(Joint position lists)
BEGIN
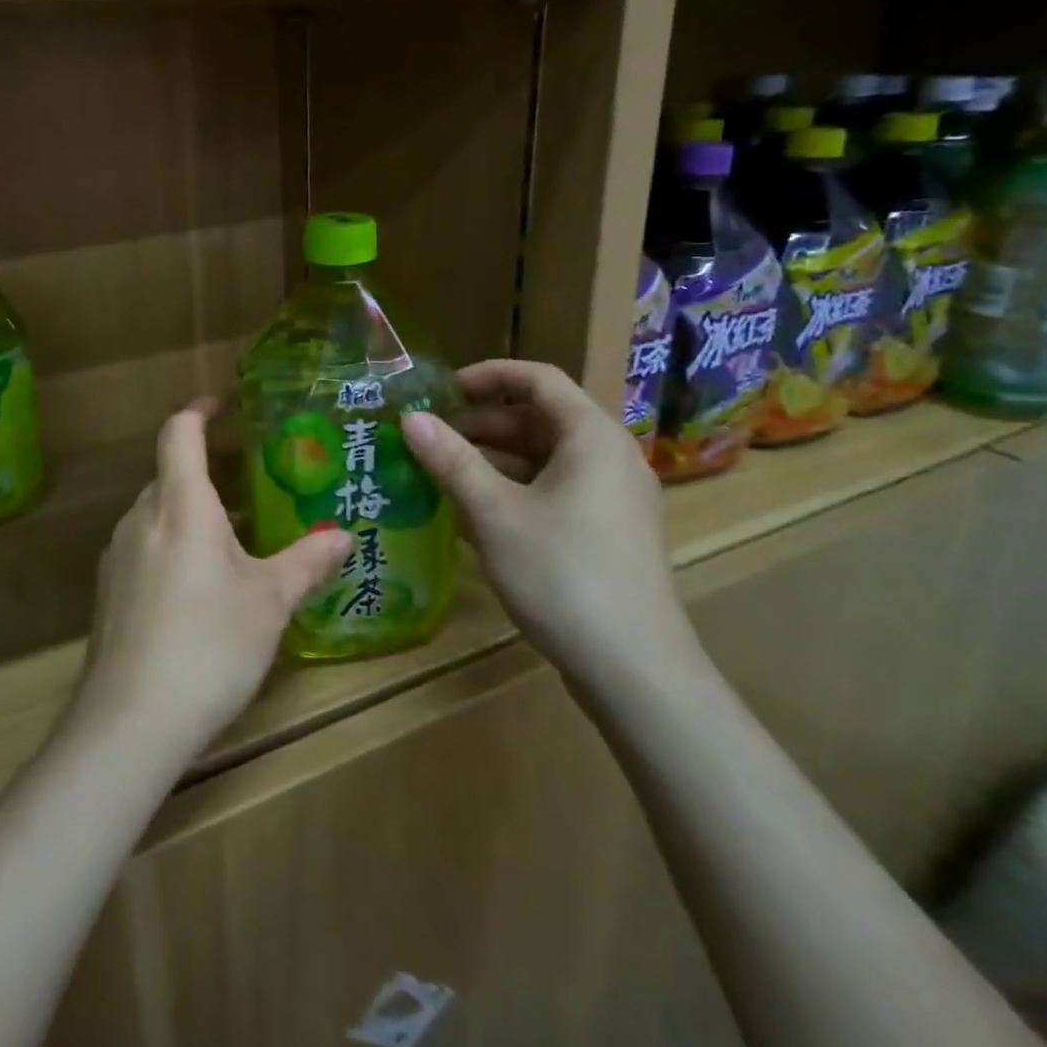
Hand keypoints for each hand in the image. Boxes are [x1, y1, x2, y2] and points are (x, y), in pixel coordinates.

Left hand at [78, 399, 354, 757]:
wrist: (130, 721)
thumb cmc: (209, 644)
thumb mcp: (269, 602)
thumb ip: (306, 562)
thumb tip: (343, 535)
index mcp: (181, 505)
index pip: (179, 432)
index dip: (200, 409)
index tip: (224, 403)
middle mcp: (141, 519)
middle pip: (169, 473)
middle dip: (206, 470)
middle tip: (250, 485)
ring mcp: (117, 556)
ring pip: (157, 514)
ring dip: (190, 513)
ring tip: (233, 538)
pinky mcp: (108, 593)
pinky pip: (144, 549)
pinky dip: (172, 547)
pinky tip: (199, 589)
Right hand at [399, 360, 697, 690]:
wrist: (635, 672)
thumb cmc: (563, 576)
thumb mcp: (495, 513)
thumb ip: (451, 460)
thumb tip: (410, 418)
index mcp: (591, 436)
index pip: (537, 378)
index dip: (487, 375)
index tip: (441, 390)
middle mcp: (609, 456)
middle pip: (539, 419)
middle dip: (482, 424)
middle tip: (431, 440)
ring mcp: (613, 496)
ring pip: (544, 458)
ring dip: (493, 460)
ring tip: (441, 476)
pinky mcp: (608, 531)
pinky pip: (555, 490)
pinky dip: (514, 490)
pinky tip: (474, 515)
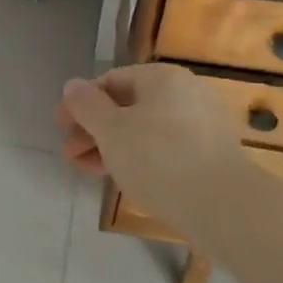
END
== TASK DESCRIPTION ==
Please transcribe every entry exactly as written, leaving the pictures out.

== ANSWER BELOW ==
Hand keypoints for each hand in the image. Boxes are [x1, y1, x2, y2] and points are (x, y), in pixel coordinates.

Left hand at [78, 399, 354, 757]:
wrist: (130, 721)
thumb cmc: (209, 644)
thumb mcp: (269, 602)
thumb ip: (306, 562)
thumb tip: (343, 535)
index mcp: (181, 505)
index pip: (179, 432)
index dip: (200, 409)
index tip: (224, 403)
middle mcp: (141, 519)
middle pip: (169, 473)
middle dip: (206, 470)
middle tip: (250, 485)
ring mcp: (117, 556)
ring pip: (157, 514)
ring dip: (190, 513)
ring tip: (233, 538)
pinky mcp: (108, 593)
pinky pip: (144, 549)
pinky dip: (172, 547)
pinky tip: (199, 589)
Right hand at [399, 360, 697, 690]:
wrist: (635, 672)
thumb cmc: (563, 576)
thumb mcp: (495, 513)
thumb ip: (451, 460)
thumb tip: (410, 418)
index mcp: (591, 436)
index pip: (537, 378)
index dip: (487, 375)
index tip: (441, 390)
middle mcp: (609, 456)
middle pip: (539, 419)
middle dip: (482, 424)
middle tip: (431, 440)
ring mcp: (613, 496)
ring pip: (544, 458)
ring dip: (493, 460)
ring tip: (441, 476)
pinky mcp: (608, 531)
pinky pip: (555, 490)
pinky dip: (514, 490)
pinky tip: (474, 515)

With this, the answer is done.